VoIP - the way forward? I think not

Voice over Internet Protocol (VoIP) has the potential to offer many benefits beyond merely cost savings, such as providing the...

Voice over Internet Protocol (VoIP) has the potential to offer many benefits beyond merely cost savings, such as providing the ability to run multimedia services over IP, reduced management complexity, and improved corporate communication.

Mike Regan


With an estimated 166 million regular users of IP telephony by 2006 (Ovum), the potential of the medium cannot be ignored. However, many are still reluctant to invest in the technology and I believe it is not the panacea that is sometimes presented.

There are a number of issues that must be considered if you are thinking about investing in VoIP. To find a working solution the supplier must address the following issues:

  • Can the data network deliver "toll quality voice"? For VoIP to become a realistic means of communication then quality of service is necessary from end to end.

    While some suppliers are still unable to guarantee quality of service, problems such as poor quality speech will remain.

  • Does it use a recognised standard for the carriage of VoIP, such as H.323?

  • Can the VoIP switch offer the same reliability offered by the traditional PBX, ie 99.999%?

  • Can it offer all the functionality of your existing switch?

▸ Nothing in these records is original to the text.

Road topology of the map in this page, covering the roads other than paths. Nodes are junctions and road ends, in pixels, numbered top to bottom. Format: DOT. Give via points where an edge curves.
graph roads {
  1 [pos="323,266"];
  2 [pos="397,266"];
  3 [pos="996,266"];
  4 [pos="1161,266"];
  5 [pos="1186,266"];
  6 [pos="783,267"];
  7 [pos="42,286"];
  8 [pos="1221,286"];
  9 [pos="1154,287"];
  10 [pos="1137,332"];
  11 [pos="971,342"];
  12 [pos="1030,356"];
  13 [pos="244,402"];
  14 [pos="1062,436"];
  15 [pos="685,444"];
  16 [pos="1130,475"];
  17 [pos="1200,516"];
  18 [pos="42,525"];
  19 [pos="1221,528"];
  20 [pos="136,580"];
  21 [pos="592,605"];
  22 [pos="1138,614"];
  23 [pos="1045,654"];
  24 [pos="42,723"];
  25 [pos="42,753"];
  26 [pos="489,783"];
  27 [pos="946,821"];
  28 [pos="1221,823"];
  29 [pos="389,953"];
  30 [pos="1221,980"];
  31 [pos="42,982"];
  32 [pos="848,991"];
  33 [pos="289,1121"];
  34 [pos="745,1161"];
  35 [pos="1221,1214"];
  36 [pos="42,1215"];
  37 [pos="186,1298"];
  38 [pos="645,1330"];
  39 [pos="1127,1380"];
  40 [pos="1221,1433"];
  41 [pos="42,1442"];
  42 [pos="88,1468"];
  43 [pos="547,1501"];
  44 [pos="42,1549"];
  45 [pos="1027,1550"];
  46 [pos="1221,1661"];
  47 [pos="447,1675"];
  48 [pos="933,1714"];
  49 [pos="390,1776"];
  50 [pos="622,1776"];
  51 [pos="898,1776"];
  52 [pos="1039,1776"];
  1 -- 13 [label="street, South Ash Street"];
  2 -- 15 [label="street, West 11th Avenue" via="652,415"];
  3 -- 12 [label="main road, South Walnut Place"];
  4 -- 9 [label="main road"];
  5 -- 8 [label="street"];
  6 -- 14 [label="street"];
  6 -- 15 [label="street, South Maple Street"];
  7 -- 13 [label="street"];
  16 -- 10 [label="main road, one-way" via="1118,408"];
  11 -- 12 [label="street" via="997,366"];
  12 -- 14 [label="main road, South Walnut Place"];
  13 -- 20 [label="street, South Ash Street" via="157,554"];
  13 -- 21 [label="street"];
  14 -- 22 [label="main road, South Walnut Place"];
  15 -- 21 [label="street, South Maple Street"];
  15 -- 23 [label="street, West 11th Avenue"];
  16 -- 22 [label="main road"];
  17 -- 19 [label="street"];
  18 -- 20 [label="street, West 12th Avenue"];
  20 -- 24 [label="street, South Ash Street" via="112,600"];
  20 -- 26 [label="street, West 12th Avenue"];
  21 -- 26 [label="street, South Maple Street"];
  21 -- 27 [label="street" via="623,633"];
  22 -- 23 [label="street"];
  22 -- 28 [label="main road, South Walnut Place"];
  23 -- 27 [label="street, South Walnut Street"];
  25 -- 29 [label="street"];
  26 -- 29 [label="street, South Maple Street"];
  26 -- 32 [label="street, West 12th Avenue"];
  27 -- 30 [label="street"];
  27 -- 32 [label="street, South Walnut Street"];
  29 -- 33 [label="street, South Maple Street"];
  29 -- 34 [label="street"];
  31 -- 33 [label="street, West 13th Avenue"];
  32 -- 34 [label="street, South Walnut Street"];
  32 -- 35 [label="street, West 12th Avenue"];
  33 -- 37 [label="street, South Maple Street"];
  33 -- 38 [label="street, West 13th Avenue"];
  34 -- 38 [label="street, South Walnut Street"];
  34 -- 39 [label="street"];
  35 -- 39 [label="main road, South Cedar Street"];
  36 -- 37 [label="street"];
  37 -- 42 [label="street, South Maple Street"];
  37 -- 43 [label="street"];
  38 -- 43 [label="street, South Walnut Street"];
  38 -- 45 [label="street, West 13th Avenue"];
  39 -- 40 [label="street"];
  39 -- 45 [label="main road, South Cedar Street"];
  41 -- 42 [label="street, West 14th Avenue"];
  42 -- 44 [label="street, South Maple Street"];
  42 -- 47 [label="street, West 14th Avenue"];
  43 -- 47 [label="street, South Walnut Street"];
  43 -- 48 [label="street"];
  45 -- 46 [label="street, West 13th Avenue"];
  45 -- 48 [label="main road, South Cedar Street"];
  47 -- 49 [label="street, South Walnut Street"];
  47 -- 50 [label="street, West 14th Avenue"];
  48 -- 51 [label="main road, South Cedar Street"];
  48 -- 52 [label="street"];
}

Why should functions such as follow me, wait on busy, conference, caller announce, dynamic keys be given up just to move to VoIP?

  • Is the switch IP-centric - does it run TCP/IP as part of its core operation or use a gateway, which will get you some bandwidth cost savings, but not full VoIP?

  • The VoIP switch must be able to connect with existing technology using Q.sig, DPNSS or similar. It is vital for a customer to introduce VoIP without being forced into a "big bang" implementation and a lifetime commitment to the supplier.

    When these issues have been addressed, customers will still need a compelling argument for installing VoIP. It will save on inter-site communication but you can do this with just a VoIP gateway and IP handsets are still more expensive than the equivalent digital phones. Suppliers that sell VoIP switches and then force their customers to have IP phones will not be successful in the long run. An IP voice switch must deploy analogue, digital or IP handsets and the handsets should be able to be configured between digital and IP interfaces.

    VoIP would benefit:

  • A director dialling in over ISDN who can have voice services as if they were in the office, as well as data services but without making additional calls.

  • The user community where tight integration of voice and data is needed, for instance the contact centre. With this the handset application may even be integrated into the desktop, with screen pops of caller information or copies of Web pages currently being used by the caller.

    The importance of quality of service to the success of VoIP cannot be overstated. If the end-user can detect he is using IP to make his calls, whether because of a loss of functionality at the handset or poor voice quality, then VoIP will stay in the margin.

    If this is resolved then those looking towards VoIP will use it but will need to have the ability to deploy it, not as a panacea, but where it makes sense - so both ordinary and IP handsets can be used. In this way you may implement an IP voice switch without IP handsets.

    The benefits of VoIP are there to be gained as and when they are needed and where they will make financial and operational sense. But in the future, exclusively VoIP? I doubt it.